═════ Data extract ═════
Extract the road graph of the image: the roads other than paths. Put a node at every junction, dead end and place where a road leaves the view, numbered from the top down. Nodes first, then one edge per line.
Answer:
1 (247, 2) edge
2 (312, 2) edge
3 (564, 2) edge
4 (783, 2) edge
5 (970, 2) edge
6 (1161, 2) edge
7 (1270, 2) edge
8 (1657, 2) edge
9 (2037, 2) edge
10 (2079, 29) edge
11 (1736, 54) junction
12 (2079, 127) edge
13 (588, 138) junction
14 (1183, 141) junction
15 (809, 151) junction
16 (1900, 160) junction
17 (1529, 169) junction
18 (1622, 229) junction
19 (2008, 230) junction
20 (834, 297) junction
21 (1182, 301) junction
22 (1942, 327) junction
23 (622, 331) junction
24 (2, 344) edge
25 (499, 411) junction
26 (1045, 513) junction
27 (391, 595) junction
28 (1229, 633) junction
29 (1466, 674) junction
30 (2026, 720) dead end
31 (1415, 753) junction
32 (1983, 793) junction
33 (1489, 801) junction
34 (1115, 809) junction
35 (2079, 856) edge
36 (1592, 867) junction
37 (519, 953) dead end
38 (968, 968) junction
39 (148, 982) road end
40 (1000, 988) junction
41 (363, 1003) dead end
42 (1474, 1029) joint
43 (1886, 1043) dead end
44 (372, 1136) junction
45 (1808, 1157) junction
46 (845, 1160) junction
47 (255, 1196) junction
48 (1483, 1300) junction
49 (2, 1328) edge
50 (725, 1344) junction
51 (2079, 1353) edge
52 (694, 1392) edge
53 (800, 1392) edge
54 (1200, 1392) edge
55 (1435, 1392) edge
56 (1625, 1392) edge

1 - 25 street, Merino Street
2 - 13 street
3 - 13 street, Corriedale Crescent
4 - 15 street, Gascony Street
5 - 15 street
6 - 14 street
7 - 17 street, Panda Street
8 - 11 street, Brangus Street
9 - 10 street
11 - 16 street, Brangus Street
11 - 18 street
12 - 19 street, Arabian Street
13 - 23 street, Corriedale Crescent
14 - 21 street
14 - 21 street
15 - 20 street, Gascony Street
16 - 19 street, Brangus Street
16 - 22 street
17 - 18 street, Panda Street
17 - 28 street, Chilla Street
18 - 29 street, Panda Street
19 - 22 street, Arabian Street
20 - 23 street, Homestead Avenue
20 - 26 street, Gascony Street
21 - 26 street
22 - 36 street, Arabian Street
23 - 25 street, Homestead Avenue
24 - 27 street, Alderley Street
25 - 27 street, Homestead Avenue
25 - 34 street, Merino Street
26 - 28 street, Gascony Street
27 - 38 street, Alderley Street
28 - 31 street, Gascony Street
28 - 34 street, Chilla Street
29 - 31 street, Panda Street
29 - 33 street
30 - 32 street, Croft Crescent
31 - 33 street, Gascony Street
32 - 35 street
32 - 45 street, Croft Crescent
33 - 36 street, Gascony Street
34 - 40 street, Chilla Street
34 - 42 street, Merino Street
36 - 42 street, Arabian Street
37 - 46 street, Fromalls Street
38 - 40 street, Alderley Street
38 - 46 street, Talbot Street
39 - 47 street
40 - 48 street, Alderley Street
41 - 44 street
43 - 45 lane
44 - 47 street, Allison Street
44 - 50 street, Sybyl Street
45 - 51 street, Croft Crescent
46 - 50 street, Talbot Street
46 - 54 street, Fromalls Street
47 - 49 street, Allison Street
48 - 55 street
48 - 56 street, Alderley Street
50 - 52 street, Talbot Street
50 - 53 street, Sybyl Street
═════
Directions: Repeat every entry exactly. Nothing may be dropped.

Result of this task:
Extract the road graph of the image: the roads other than paths. Put a node at every junction, dead end and place where a road leaves the view, numbered from the top down. Nodes first, then one edge per line.
Answer:
1 (247, 2) edge
2 (312, 2) edge
3 (564, 2) edge
4 (783, 2) edge
5 (970, 2) edge
6 (1161, 2) edge
7 (1270, 2) edge
8 (1657, 2) edge
9 (2037, 2) edge
10 (2079, 29) edge
11 (1736, 54) junction
12 (2079, 127) edge
13 (588, 138) junction
14 (1183, 141) junction
15 (809, 151) junction
16 (1900, 160) junction
17 (1529, 169) junction
18 (1622, 229) junction
19 (2008, 230) junction
20 (834, 297) junction
21 (1182, 301) junction
22 (1942, 327) junction
23 (622, 331) junction
24 (2, 344) edge
25 (499, 411) junction
26 (1045, 513) junction
27 (391, 595) junction
28 (1229, 633) junction
29 (1466, 674) junction
30 (2026, 720) dead end
31 (1415, 753) junction
32 (1983, 793) junction
33 (1489, 801) junction
34 (1115, 809) junction
35 (2079, 856) edge
36 (1592, 867) junction
37 (519, 953) dead end
38 (968, 968) junction
39 (148, 982) road end
40 (1000, 988) junction
41 (363, 1003) dead end
42 (1474, 1029) joint
43 (1886, 1043) dead end
44 (372, 1136) junction
45 (1808, 1157) junction
46 (845, 1160) junction
47 (255, 1196) junction
48 (1483, 1300) junction
49 (2, 1328) edge
50 (725, 1344) junction
51 (2079, 1353) edge
52 (694, 1392) edge
53 (800, 1392) edge
54 (1200, 1392) edge
55 (1435, 1392) edge
56 (1625, 1392) edge

1 - 25 street, Merino Street
2 - 13 street
3 - 13 street, Corriedale Crescent
4 - 15 street, Gascony Street
5 - 15 street
6 - 14 street
7 - 17 street, Panda Street
8 - 11 street, Brangus Street
9 - 10 street
11 - 16 street, Brangus Street
11 - 18 street
12 - 19 street, Arabian Street
13 - 23 street, Corriedale Crescent
14 - 21 street
14 - 21 street
15 - 20 street, Gascony Street
16 - 19 street, Brangus Street
16 - 22 street
17 - 18 street, Panda Street
17 - 28 street, Chilla Street
18 - 29 street, Panda Street
19 - 22 street, Arabian Street
20 - 23 street, Homestead Avenue
20 - 26 street, Gascony Street
21 - 26 street
22 - 36 street, Arabian Street
23 - 25 street, Homestead Avenue
24 - 27 street, Alderley Street
25 - 27 street, Homestead Avenue
25 - 34 street, Merino Street
26 - 28 street, Gascony Street
27 - 38 street, Alderley Street
28 - 31 street, Gascony Street
28 - 34 street, Chilla Street
29 - 31 street, Panda Street
29 - 33 street
30 - 32 street, Croft Crescent
31 - 33 street, Gascony Street
32 - 35 street
32 - 45 street, Croft Crescent
33 - 36 street, Gascony Street
34 - 40 street, Chilla Street
34 - 42 street, Merino Street
36 - 42 street, Arabian Street
37 - 46 street, Fromalls Street
38 - 40 street, Alderley Street
38 - 46 street, Talbot Street
39 - 47 street
40 - 48 street, Alderley Street
41 - 44 street
43 - 45 lane
44 - 47 street, Allison Street
44 - 50 street, Sybyl Street
45 - 51 street, Croft Crescent
46 - 50 street, Talbot Street
46 - 54 street, Fromalls Street
47 - 49 street, Allison Street
48 - 55 street
48 - 56 street, Alderley Street
50 - 52 street, Talbot Street
50 - 53 street, Sybyl Street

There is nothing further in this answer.